---------- Provided records ----------

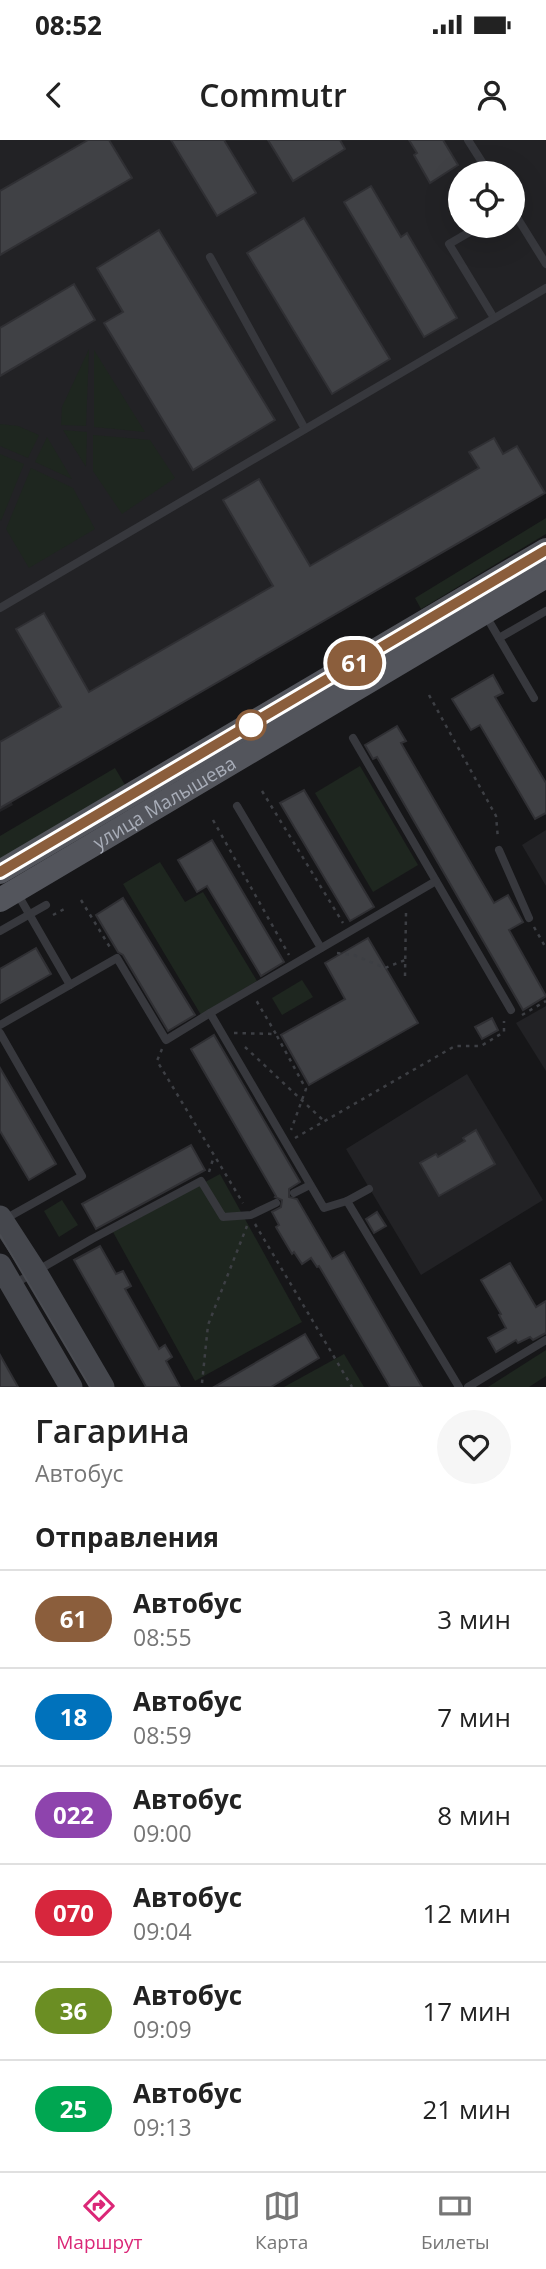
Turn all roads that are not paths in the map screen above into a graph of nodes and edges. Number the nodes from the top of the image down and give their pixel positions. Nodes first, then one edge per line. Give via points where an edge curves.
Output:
1 (468, 140) edge
2 (481, 161) edge
3 (525, 230) edge
4 (459, 238) edge
5 (210, 257) dead end
6 (546, 264) edge
7 (546, 288) edge
8 (494, 318) junction
9 (304, 429) junction
10 (546, 550) edge
11 (546, 576) edge
12 (0, 608) edge
13 (546, 611) edge
14 (484, 613) junction
15 (499, 638) junction
16 (534, 698) dead end
17 (353, 738) dead end
18 (237, 806) dead end
19 (499, 849) road end
20 (436, 881) junction
21 (5, 888) edge
22 (46, 905) dead end
23 (30, 914) junction
24 (529, 918) road end
25 (0, 931) edge
26 (321, 948) junction
27 (70, 985) junction
28 (511, 1010) road end
29 (210, 1013) junction
30 (0, 1025) edge
31 (0, 1033) edge
32 (310, 1185) junction
33 (369, 1189) dead end
34 (294, 1193) dead end
35 (347, 1201) junction
36 (276, 1203) dead end
37 (1, 1220) edge
38 (35, 1271) junction
39 (6, 1275) edge
40 (546, 1340) edge
41 (71, 1387) edge
42 (103, 1387) edge
43 (459, 1387) edge
44 (468, 1387) edge

1 - 2 lane
3 - 6 lane
4 - 8 lane via 449,244
5 - 9 lane
7 - 8 lane
8 - 9 lane
9 - 12 lane
10 - 21 main road, улица Малышева
11 - 14 main road, улица Малышева
13 - 15 lane
14 - 15 lane
14 - 21 main road, улица Малышева
15 - 16 lane
17 - 20 lane
18 - 26 lane
19 - 24 lane
20 - 26 lane
20 - 28 lane
21 - 23 lane
22 - 23 lane
23 - 25 lane
23 - 27 lane
26 - 29 lane
27 - 29 lane via 117,958 166,1040
27 - 30 lane
29 - 32 lane
31 - 37 lane via 82,1176
32 - 34 lane
32 - 35 lane via 324,1208
33 - 35 lane
35 - 43 lane
36 - 38 lane via 251,1216 223,1217 201,1181
37 - 38 main road
38 - 39 lane
38 - 42 main road
39 - 41 main road
40 - 44 lane

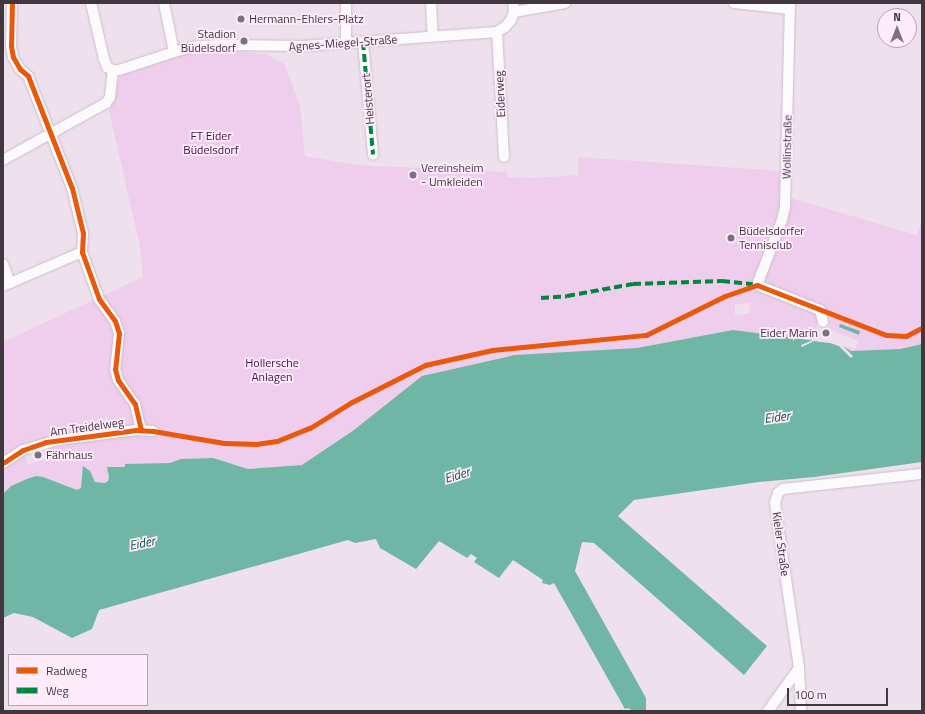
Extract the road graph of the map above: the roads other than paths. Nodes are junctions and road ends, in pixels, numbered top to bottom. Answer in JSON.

----------

Problem statement>
All text in the material above must be written out exactly; the images are to be skipped.

Response to this task>
Turn all roads that are not paths in the map screen above into a graph of nodes and edges. Number the nodes from the top of the image down and give their pixel positions. Nodes first, then one edge per line. Give via points where an edge curves.
Output:
1 (468, 140) edge
2 (481, 161) edge
3 (525, 230) edge
4 (459, 238) edge
5 (210, 257) dead end
6 (546, 264) edge
7 (546, 288) edge
8 (494, 318) junction
9 (304, 429) junction
10 (546, 550) edge
11 (546, 576) edge
12 (0, 608) edge
13 (546, 611) edge
14 (484, 613) junction
15 (499, 638) junction
16 (534, 698) dead end
17 (353, 738) dead end
18 (237, 806) dead end
19 (499, 849) road end
20 (436, 881) junction
21 (5, 888) edge
22 (46, 905) dead end
23 (30, 914) junction
24 (529, 918) road end
25 (0, 931) edge
26 (321, 948) junction
27 (70, 985) junction
28 (511, 1010) road end
29 (210, 1013) junction
30 (0, 1025) edge
31 (0, 1033) edge
32 (310, 1185) junction
33 (369, 1189) dead end
34 (294, 1193) dead end
35 (347, 1201) junction
36 (276, 1203) dead end
37 (1, 1220) edge
38 (35, 1271) junction
39 (6, 1275) edge
40 (546, 1340) edge
41 (71, 1387) edge
42 (103, 1387) edge
43 (459, 1387) edge
44 (468, 1387) edge

1 - 2 lane
3 - 6 lane
4 - 8 lane via 449,244
5 - 9 lane
7 - 8 lane
8 - 9 lane
9 - 12 lane
10 - 21 main road, улица Малышева
11 - 14 main road, улица Малышева
13 - 15 lane
14 - 15 lane
14 - 21 main road, улица Малышева
15 - 16 lane
17 - 20 lane
18 - 26 lane
19 - 24 lane
20 - 26 lane
20 - 28 lane
21 - 23 lane
22 - 23 lane
23 - 25 lane
23 - 27 lane
26 - 29 lane
27 - 29 lane via 117,958 166,1040
27 - 30 lane
29 - 32 lane
31 - 37 lane via 82,1176
32 - 34 lane
32 - 35 lane via 324,1208
33 - 35 lane
35 - 43 lane
36 - 38 lane via 251,1216 223,1217 201,1181
37 - 38 main road
38 - 39 lane
38 - 42 main road
39 - 41 main road
40 - 44 lane

Extract the road graph of the map above: the roads other than paths. Nodes are junctions and road ends, in pixels, numbered top to bottom. Answer in JSON.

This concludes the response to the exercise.